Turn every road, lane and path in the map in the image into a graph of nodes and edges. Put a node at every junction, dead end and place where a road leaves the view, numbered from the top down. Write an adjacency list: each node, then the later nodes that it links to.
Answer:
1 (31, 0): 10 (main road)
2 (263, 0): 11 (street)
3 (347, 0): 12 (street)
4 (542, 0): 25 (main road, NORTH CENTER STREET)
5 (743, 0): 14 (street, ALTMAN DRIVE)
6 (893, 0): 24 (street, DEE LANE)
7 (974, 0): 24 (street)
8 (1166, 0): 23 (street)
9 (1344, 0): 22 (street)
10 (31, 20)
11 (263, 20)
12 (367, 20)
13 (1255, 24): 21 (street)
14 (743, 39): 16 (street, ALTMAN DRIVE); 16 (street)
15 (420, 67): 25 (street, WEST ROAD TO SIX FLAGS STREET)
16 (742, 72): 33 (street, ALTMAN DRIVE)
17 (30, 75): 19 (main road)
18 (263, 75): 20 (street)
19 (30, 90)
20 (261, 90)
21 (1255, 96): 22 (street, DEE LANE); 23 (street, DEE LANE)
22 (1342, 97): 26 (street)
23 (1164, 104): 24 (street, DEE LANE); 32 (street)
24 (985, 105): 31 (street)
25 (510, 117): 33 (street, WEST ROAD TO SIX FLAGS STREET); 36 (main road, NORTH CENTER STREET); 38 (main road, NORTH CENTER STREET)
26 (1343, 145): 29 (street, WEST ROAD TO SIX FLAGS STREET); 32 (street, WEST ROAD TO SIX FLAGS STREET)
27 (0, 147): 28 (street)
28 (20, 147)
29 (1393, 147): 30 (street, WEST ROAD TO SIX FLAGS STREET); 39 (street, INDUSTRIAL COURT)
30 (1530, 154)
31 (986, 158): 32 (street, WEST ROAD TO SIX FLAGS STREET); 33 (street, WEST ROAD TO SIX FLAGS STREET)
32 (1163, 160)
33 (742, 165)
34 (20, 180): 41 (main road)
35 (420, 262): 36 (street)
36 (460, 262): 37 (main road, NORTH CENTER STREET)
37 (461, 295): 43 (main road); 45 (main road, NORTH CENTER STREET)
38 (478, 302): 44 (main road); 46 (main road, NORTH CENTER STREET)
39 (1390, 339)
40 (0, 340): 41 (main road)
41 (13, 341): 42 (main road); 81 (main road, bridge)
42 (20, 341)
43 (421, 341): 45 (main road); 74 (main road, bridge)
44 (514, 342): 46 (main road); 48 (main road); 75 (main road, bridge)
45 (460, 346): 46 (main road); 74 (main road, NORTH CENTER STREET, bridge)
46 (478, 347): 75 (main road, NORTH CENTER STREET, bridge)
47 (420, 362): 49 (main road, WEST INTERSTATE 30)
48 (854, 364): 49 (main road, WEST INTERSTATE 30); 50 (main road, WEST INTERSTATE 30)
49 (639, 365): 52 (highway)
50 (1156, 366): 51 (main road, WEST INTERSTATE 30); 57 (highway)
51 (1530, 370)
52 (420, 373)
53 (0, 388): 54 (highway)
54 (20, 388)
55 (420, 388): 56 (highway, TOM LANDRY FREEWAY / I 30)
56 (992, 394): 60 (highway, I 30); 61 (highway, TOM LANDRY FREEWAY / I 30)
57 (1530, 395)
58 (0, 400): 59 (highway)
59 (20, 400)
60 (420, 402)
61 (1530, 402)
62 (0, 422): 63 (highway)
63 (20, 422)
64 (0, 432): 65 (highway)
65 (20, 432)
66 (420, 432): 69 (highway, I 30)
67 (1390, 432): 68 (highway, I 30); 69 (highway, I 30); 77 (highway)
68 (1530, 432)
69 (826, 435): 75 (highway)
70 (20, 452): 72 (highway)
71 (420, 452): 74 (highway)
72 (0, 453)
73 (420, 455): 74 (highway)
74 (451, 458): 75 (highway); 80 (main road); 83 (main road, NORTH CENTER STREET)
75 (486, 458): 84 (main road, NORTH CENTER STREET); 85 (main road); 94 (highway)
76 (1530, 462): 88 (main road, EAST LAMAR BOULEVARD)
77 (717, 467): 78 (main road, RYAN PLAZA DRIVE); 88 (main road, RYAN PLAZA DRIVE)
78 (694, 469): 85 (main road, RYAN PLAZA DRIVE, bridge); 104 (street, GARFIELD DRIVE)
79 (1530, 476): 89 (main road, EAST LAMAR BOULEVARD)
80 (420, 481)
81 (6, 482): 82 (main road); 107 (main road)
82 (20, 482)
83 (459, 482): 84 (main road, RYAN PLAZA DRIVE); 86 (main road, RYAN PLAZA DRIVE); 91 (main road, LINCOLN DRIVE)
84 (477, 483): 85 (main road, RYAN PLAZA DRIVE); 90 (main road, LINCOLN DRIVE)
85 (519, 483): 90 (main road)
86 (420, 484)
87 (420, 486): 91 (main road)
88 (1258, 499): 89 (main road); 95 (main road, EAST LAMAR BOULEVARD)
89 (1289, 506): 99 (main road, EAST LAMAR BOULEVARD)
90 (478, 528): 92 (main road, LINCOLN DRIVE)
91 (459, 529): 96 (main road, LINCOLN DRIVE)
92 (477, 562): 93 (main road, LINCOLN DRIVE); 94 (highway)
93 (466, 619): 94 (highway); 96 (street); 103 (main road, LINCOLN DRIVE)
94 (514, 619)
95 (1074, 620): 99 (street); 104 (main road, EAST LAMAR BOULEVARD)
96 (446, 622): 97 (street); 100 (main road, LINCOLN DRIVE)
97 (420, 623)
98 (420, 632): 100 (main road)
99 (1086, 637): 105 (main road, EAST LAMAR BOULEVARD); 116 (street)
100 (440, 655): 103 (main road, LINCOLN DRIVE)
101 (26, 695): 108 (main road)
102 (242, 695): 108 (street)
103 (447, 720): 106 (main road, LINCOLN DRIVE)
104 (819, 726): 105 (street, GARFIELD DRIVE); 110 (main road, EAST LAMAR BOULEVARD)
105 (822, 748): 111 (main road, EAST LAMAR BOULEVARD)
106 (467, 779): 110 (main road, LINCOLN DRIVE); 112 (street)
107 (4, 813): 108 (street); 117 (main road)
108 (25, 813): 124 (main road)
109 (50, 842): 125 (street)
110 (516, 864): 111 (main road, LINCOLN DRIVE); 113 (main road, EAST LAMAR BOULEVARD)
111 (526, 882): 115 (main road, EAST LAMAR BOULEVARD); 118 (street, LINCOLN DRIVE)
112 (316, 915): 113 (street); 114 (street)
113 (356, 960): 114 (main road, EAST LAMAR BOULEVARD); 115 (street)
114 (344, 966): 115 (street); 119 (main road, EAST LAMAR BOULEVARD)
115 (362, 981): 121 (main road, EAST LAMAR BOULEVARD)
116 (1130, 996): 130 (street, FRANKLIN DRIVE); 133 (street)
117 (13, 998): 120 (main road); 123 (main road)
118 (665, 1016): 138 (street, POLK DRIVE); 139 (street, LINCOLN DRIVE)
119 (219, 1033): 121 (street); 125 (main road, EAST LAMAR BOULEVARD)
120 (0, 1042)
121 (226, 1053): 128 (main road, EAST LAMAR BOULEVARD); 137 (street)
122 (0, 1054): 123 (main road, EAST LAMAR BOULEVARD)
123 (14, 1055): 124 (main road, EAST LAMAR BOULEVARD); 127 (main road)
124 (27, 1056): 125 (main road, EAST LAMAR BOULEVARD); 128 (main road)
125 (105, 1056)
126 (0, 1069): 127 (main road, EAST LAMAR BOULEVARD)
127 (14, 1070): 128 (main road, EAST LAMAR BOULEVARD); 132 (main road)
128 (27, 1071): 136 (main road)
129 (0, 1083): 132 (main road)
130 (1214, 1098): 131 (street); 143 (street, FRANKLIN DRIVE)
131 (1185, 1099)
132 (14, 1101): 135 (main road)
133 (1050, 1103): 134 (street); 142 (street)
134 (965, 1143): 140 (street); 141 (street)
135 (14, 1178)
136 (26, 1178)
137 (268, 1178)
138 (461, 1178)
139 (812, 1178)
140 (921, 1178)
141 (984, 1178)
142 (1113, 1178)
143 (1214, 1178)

┄┄┄┄┄┄┄┄┄┄

» **What to work on**:
Copy out, from the listing above, every line that contains the string "INTERSTATE".

» **Result**:
47 (420, 362): 49 (main road, WEST INTERSTATE 30)
48 (854, 364): 49 (main road, WEST INTERSTATE 30); 50 (main road, WEST INTERSTATE 30)
50 (1156, 366): 51 (main road, WEST INTERSTATE 30); 57 (highway)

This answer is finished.